Researchers found that treating cancer cells with isolated ingredients in cannabis, such as THC alone, does not appear to be especially effective—but full cannabis extracts showed more promise. However, with the plant containing hundreds of compounds that appear in different concentrations across strains and preparations, researchers had their work cut out for them in investigating how various cannabinoid combinations treated different types of cancer cells.

The team tested the antitumor effects of 12 whole cannabis extracts on 12 human cancer cell lines in order to “determine whether whole cannabis preparations with specific phytocannabinoid profiles could be advantageous as therapy for certain cancer sub-types.” The findings were published in the journal Oncotarget.

“Our results show that specific cannabis extracts impaired the survival and proliferation of cancer cell lines as well as induced apoptosis.”

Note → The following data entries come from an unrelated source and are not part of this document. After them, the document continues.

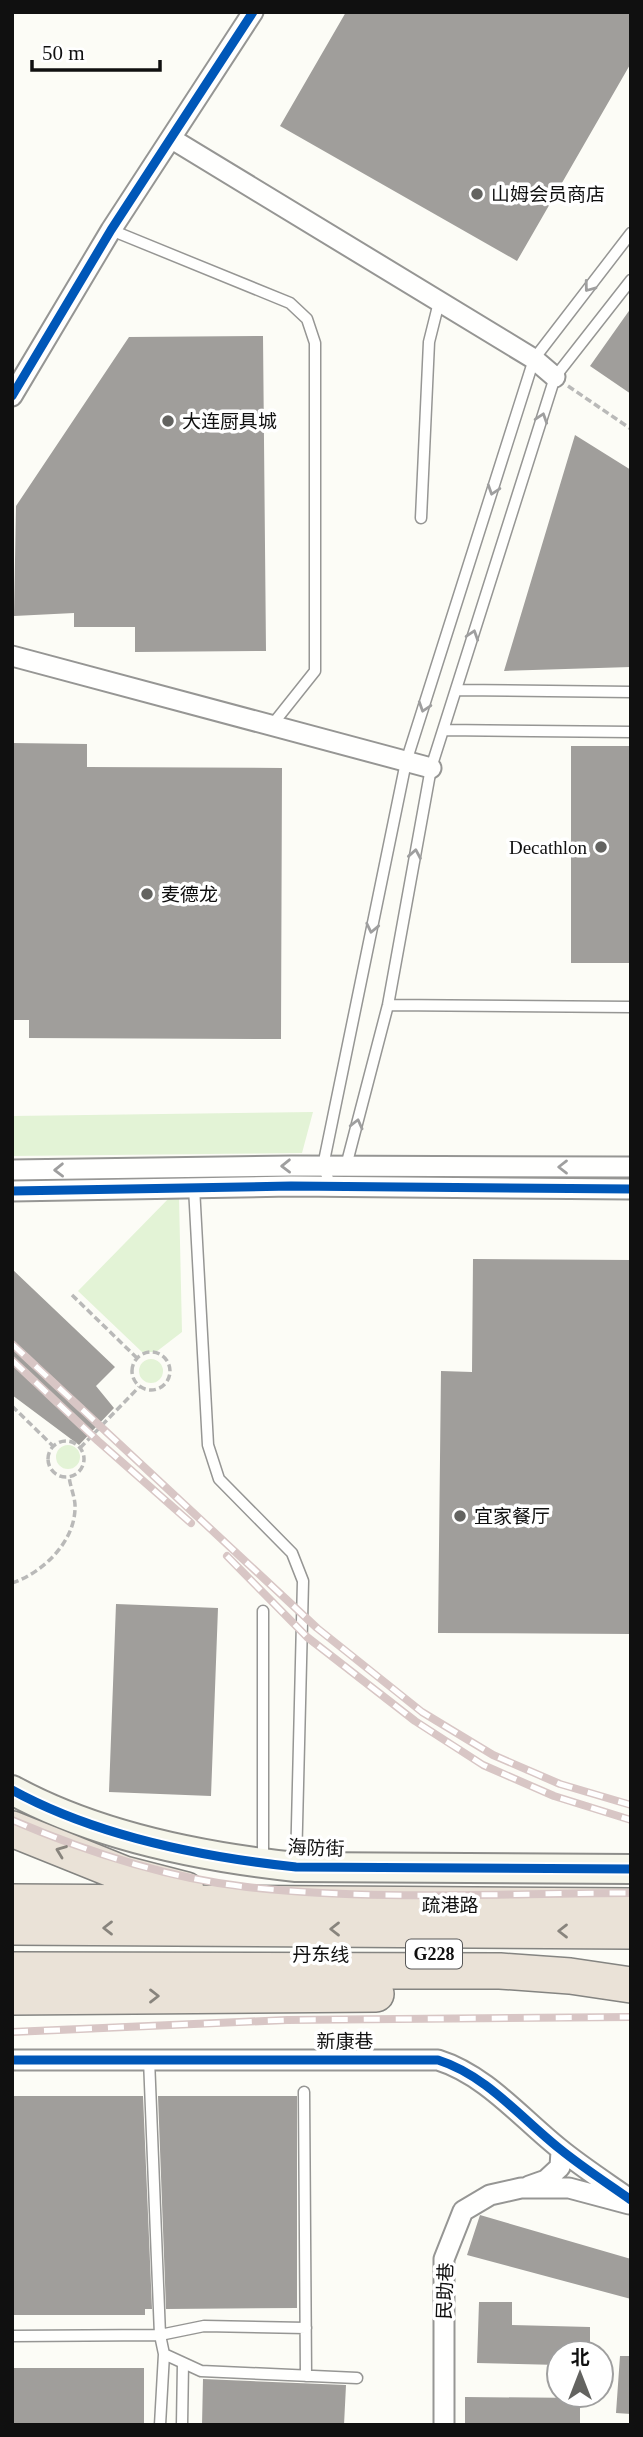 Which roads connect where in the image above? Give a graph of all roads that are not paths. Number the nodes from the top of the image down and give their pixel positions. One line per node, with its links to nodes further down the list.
1 (253, 12): 2 (street)
2 (172, 139): 3 (street); 6 (street)
3 (111, 230): 9 (street); 14 (lane)
4 (631, 233): 7 (lane, one-way to 7)
5 (631, 280): 8 (lane)
6 (439, 302): 7 (street); 10 (lane)
7 (534, 359): 8 (street); 17 (lane, one-way to 17)
8 (555, 377): 12 (lane, one-way to 8)
9 (12, 396)
10 (421, 518)
11 (12, 656): 14 (street)
12 (456, 690): 13 (lane); 15 (lane)
13 (631, 692)
14 (272, 725): 17 (street)
15 (443, 730): 16 (lane); 18 (lane)
16 (631, 732)
17 (406, 762): 18 (street); 21 (lane, one-way to 21)
18 (431, 768): 19 (lane, one-way to 18)
19 (388, 1005): 20 (lane); 22 (lane, one-way to 19)
20 (631, 1007)
21 (323, 1166): 22 (street); 25 (street, one-way to 25); 26 (lane)
22 (346, 1167): 23 (street, one-way to 22); 26 (lane)
23 (631, 1167)
24 (12, 1170): 25 (street, one-way to 24)
25 (193, 1177): 26 (street); 28 (street); 33 (lane)
26 (331, 1186): 27 (street)
27 (631, 1189)
28 (12, 1191)
29 (263, 1611): 32 (lane)
30 (12, 1790): 32 (street, 海防街)
31 (12, 1829): 36 (highway, one-way to 31)
32 (263, 1863): 33 (street, 海防街)
33 (296, 1867): 34 (street, 海防街)
34 (631, 1869)
35 (12, 1902): 36 (highway)
36 (269, 1904): 37 (highway, 疏港路)
37 (631, 1906)
38 (12, 1927): 39 (highway, one-way to 38)
39 (631, 1931)
40 (12, 1952): 41 (highway, 丹东线 / G228)
41 (631, 1956)
42 (12, 1970): 43 (highway)
43 (319, 1983): 44 (highway); 45 (highway, one-way to 43)
44 (631, 1986)
45 (12, 1997)
46 (149, 2059): 47 (street, 新康巷); 49 (street, 新康巷); 53 (lane)
47 (12, 2060)
48 (304, 2092): 52 (lane)
49 (562, 2151): 50 (street); 51 (street, 新康巷)
50 (521, 2188): 51 (street, 民助巷); 61 (street, 民助巷)
51 (631, 2202)
52 (306, 2328): 53 (lane); 57 (lane)
53 (160, 2335): 54 (lane); 55 (lane)
54 (12, 2336)
55 (164, 2354): 56 (lane); 59 (lane)
56 (183, 2363): 57 (lane); 60 (lane)
57 (306, 2376): 58 (lane)
58 (357, 2378)
59 (160, 2425)
60 (182, 2425)
61 (443, 2425)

Each cell sample was treated with a marijuana extract in increasing doses (2-10 µg/ml) over the course of 24 hours. There were five preparations of cannabis that proved especially potent for a wide range of cancer types but, in general, the study shows there’s significant variability in effectiveness for different cancer types—even when the cancers originated in the same organ.

Via Oncotarget.

For example, two distinct forms of prostate cancer cells were found to be most sensitive to entirely different marijuana extracts.

The cannabis preparations also ranged widely in their effectiveness in preventing the proliferation of cancer cells. When applied to multiplying cells, there were three extracts that reduced the growths to 37-51 percent of their original size, compared to 68 percent for the control group. But there were other extracts that failed to reduce the spread in a statistically significant manner.

Some commonalities shared among the most potent cannabis extracts include a high concentration of THC and large amounts of phytocannabinoids in their decarboxylated form.

“Taken as a whole, we concluded that medical cannabis does not consist of a single therapeutic agent but rather a heterogeneous array of treatments,” the researchers wrote. “We propose that the fate of specific cancer cells following cannabis extract application is dependent upon the synergistic effects of its phytocannabinoid composition, concentration applied, along with the cell specific characteristics (e.g. cannabimimetic receptor expression).”

“This study demonstrates the anti-cancer activity of various whole cannabis extracts on a set of human cancer cell lines.”

The study concluded that “cannabis extracts were very potent in producing cell death and some of these extracts were of [THC]-rich type” and that, as previous studies have indicated, “using whole cannabis extracts is more effective in inducing cancer cell death than applying pure [THC] on the studied cells lines.”

“Furthermore, not all [THC]-rich extracts produce the same effects when applied at the same concentrations on a specific cancer cell line,” the study authors wrote. “These findings indicate that compounds other than [THC] in these extracts might act together in a polypharmacology way and determine the extract efficacy as antitumor agents.”

Interestingly, the researchers also theorized that the the “presence or absence of [cannabinoid receptors] in the tested cell lines may explain the differential potency of the extracts towards reducing cell survival.”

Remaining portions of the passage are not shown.